Australian secondary school

The Toowoomba Anglican School (formerly Toowoomba Anglican College and Preparatory School) is an independent Anglican co-educational primary and secondary day and boarding school located in Toowoomba, Queensland, Australia. The school is a member of the Anglican Diocese of Brisbane and is affiliated with the Junior School Heads Association of Australia.

==History==

The school was founded in 1911 as The Toowoomba Grammar Preparatory School. Original enrolment comprised 17 boys. The school was founded and grew with a boarding focus to service the geographically isolated areas of Southern and Western Queensland. The focus on boarding has remained through the school's history.
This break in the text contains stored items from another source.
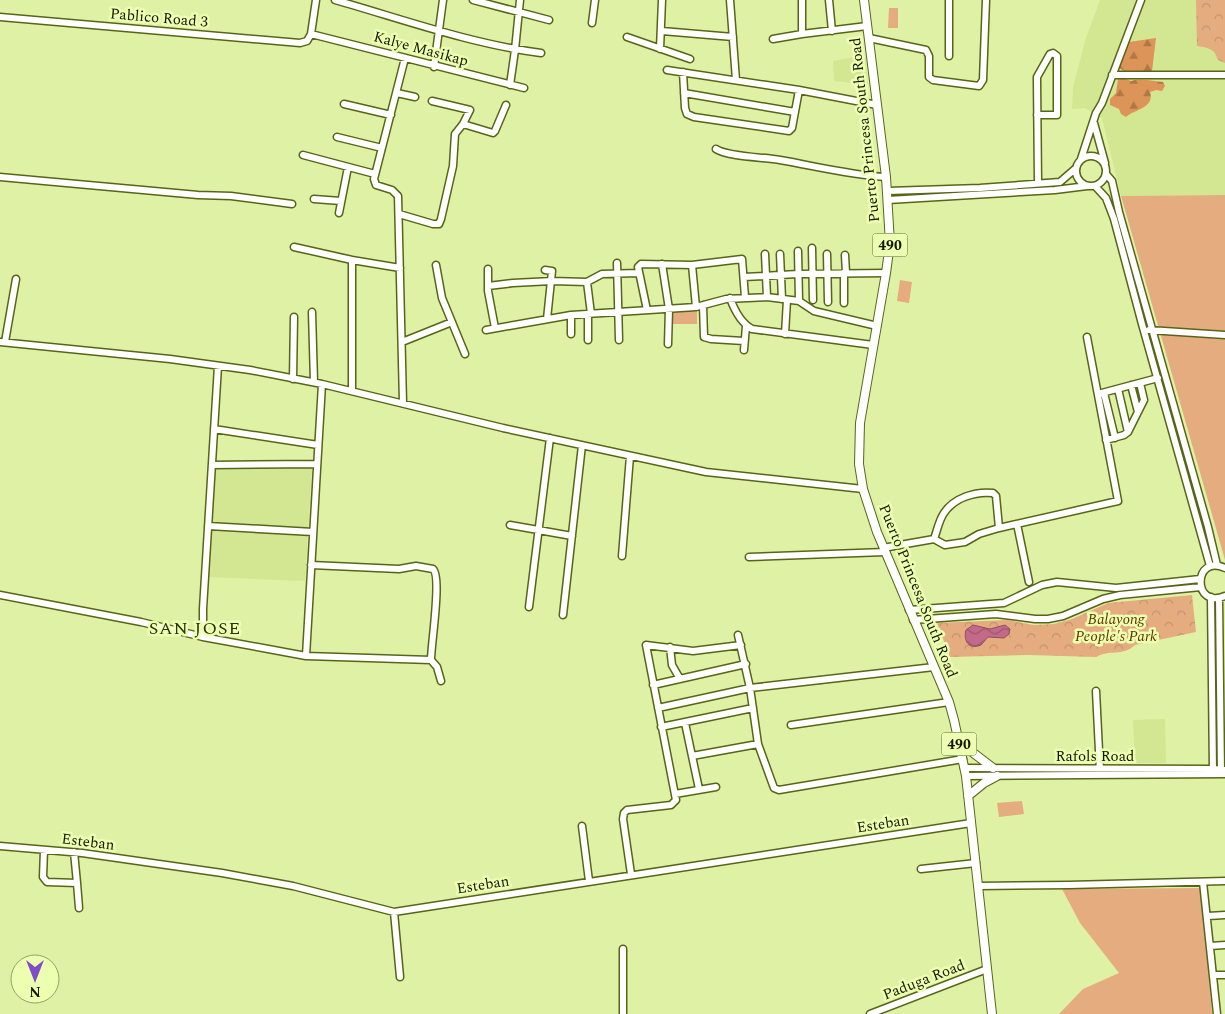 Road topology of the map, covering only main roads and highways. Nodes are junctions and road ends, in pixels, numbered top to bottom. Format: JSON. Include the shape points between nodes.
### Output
{"nodes":[{"id":1,"x":864,"y":0,"type":"edge"},
{"id":2,"x":959,"y":742,"type":"junction"},
{"id":3,"x":968,"y":796,"type":"junction"},
{"id":4,"x":992,"y":1014,"type":"edge"}],
"edges":[{"from":1,"to":2,"type":"main road","name":"Puerto Princesa South Road","number":"490","via":[[888,191],[890,243],[860,423],[859,464],[884,550],[949,702]]},
{"from":2,"to":3,"type":"main road","name":"Puerto Princesa South Road","number":"490"},
{"from":2,"to":3,"type":"main road","via":[[995,772]]},
{"from":3,"to":4,"type":"main road","name":"Puerto Princesa South Road","number":"490"}]} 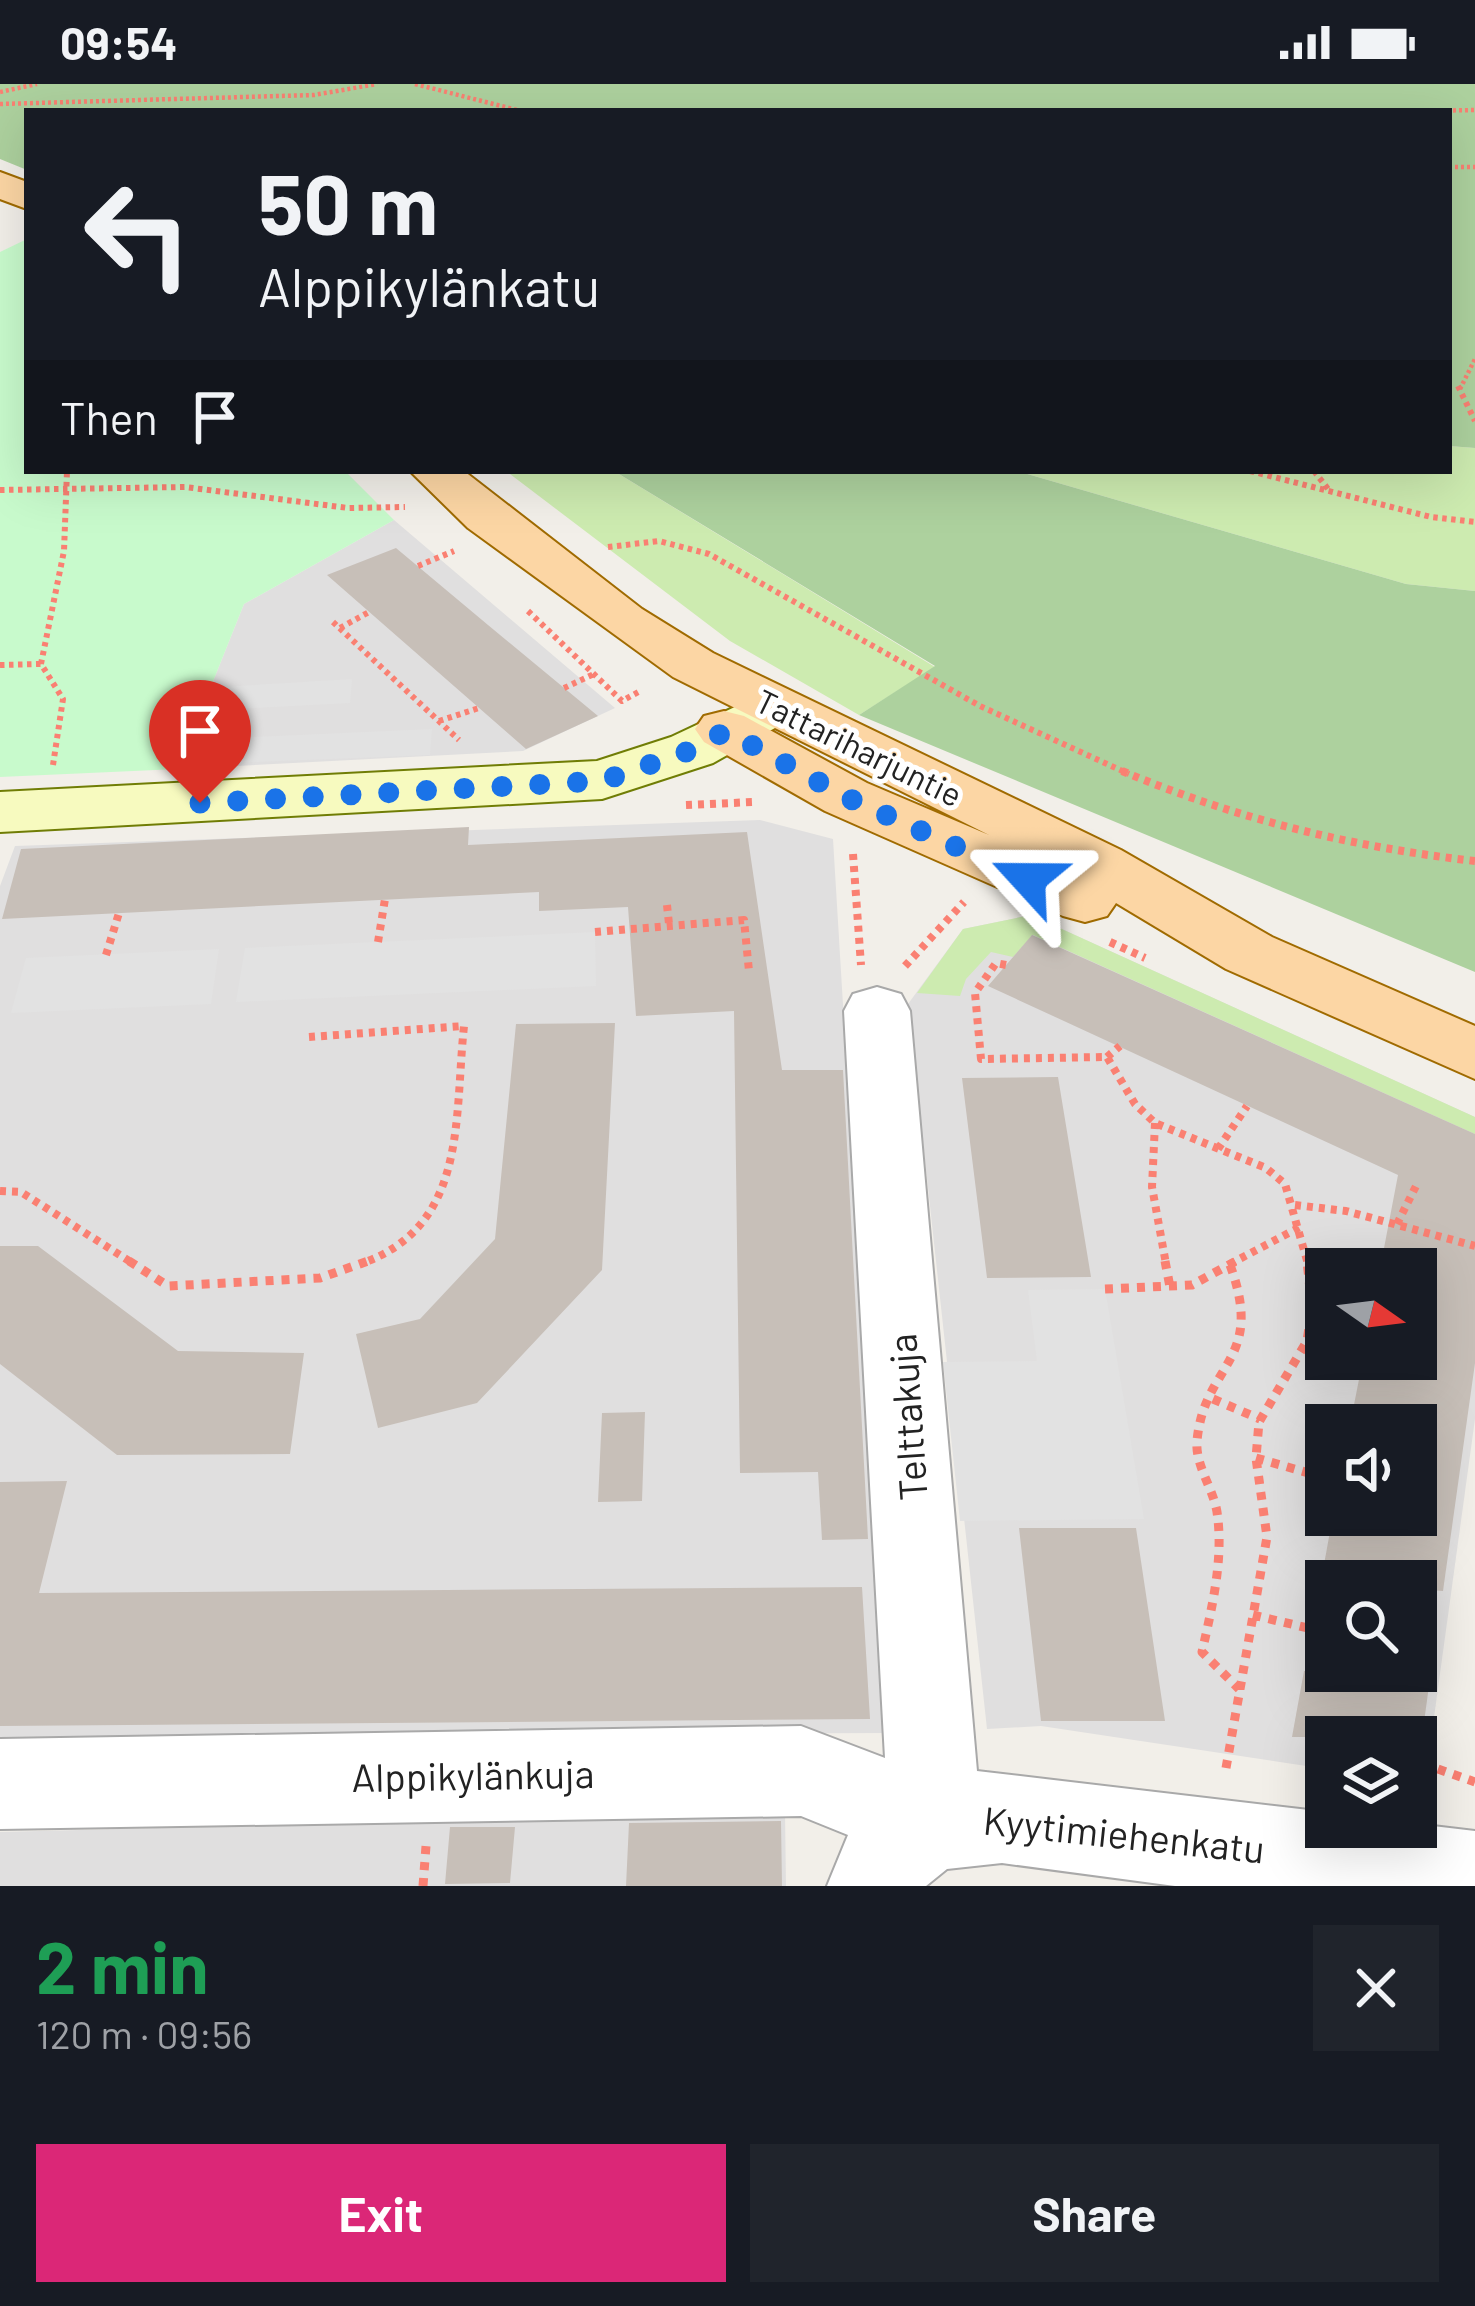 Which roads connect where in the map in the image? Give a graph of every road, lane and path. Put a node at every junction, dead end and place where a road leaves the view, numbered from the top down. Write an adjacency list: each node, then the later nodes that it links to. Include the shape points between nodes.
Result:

In 1927 the campus was expanded with the purchase of the adjacent Stoneleigh House, which was used for boarding students. In 1942–43 the School grounds were commandeered by the Army as a result of World War II, and the school was evacuated to Southport on the Gold Coast. In 1972 the enrolment was expanded to become co-educational. In 1986 Stoneleigh House was demolished to make room for sporting facilities. The turret (known as the Bell Tower) was salvaged through the efforts of the Past Students Association, and to this day is sited between the sporting ovals that replaced Stoneleigh.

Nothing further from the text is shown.